> WHAT YOU WILL DO: Without the pictures, write the listing below out again, line for line.

> SUPPLIED RECORDS:
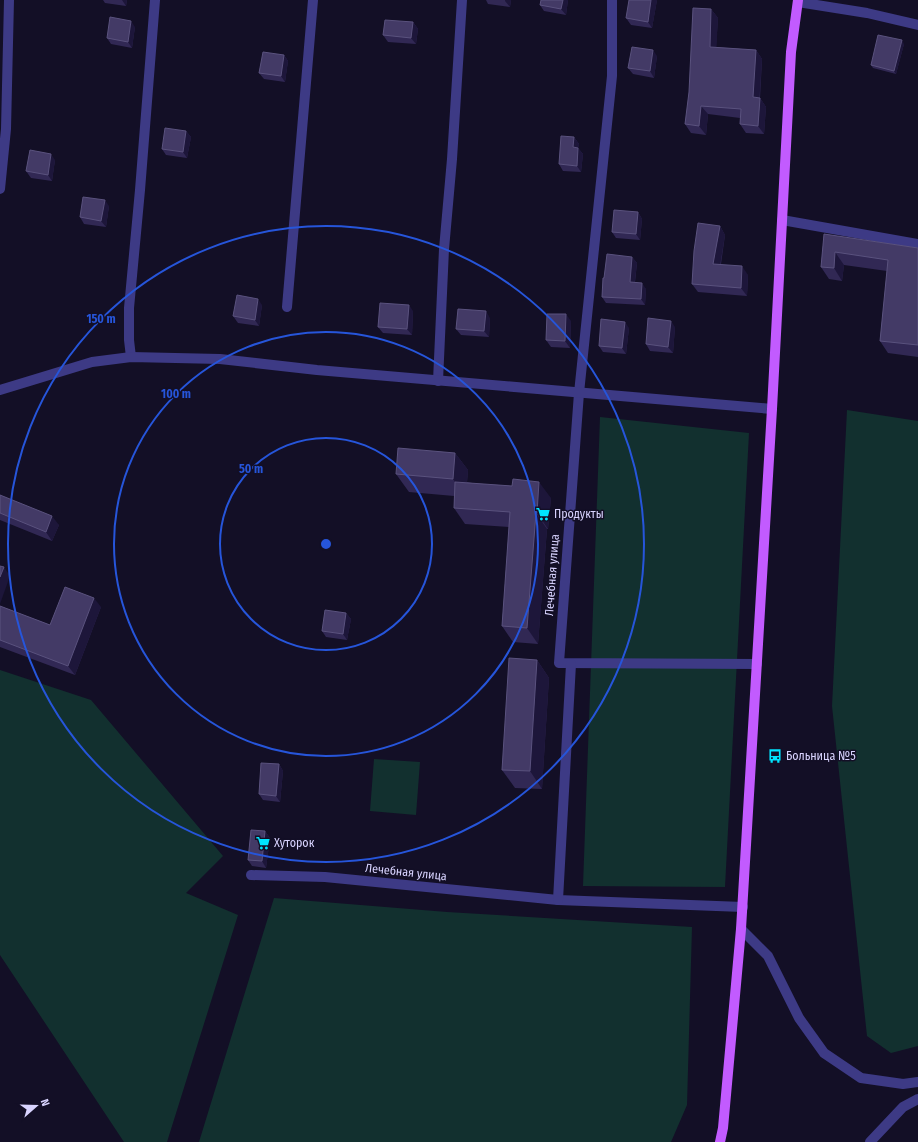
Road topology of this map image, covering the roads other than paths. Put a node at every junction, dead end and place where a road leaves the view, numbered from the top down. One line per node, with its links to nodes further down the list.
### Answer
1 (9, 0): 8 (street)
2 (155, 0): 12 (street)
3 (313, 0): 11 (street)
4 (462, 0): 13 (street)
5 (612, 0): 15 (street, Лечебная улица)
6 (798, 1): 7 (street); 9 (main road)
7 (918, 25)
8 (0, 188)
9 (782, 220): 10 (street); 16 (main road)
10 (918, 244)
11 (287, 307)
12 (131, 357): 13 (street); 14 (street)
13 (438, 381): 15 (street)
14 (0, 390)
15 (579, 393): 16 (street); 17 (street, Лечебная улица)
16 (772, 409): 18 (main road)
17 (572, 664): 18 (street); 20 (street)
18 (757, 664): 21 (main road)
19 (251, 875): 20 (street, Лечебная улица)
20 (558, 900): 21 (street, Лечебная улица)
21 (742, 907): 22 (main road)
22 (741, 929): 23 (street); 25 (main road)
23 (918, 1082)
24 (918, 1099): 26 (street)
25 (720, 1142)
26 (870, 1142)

> EXERCISE RESULT:
Road topology of this map image, covering the roads other than paths. Put a node at every junction, dead end and place where a road leaves the view, numbered from the top down. One line per node, with its links to nodes further down the list.
### Answer
1 (9, 0): 8 (street)
2 (155, 0): 12 (street)
3 (313, 0): 11 (street)
4 (462, 0): 13 (street)
5 (612, 0): 15 (street, Лечебная улица)
6 (798, 1): 7 (street); 9 (main road)
7 (918, 25)
8 (0, 188)
9 (782, 220): 10 (street); 16 (main road)
10 (918, 244)
11 (287, 307)
12 (131, 357): 13 (street); 14 (street)
13 (438, 381): 15 (street)
14 (0, 390)
15 (579, 393): 16 (street); 17 (street, Лечебная улица)
16 (772, 409): 18 (main road)
17 (572, 664): 18 (street); 20 (street)
18 (757, 664): 21 (main road)
19 (251, 875): 20 (street, Лечебная улица)
20 (558, 900): 21 (street, Лечебная улица)
21 (742, 907): 22 (main road)
22 (741, 929): 23 (street); 25 (main road)
23 (918, 1082)
24 (918, 1099): 26 (street)
25 (720, 1142)
26 (870, 1142)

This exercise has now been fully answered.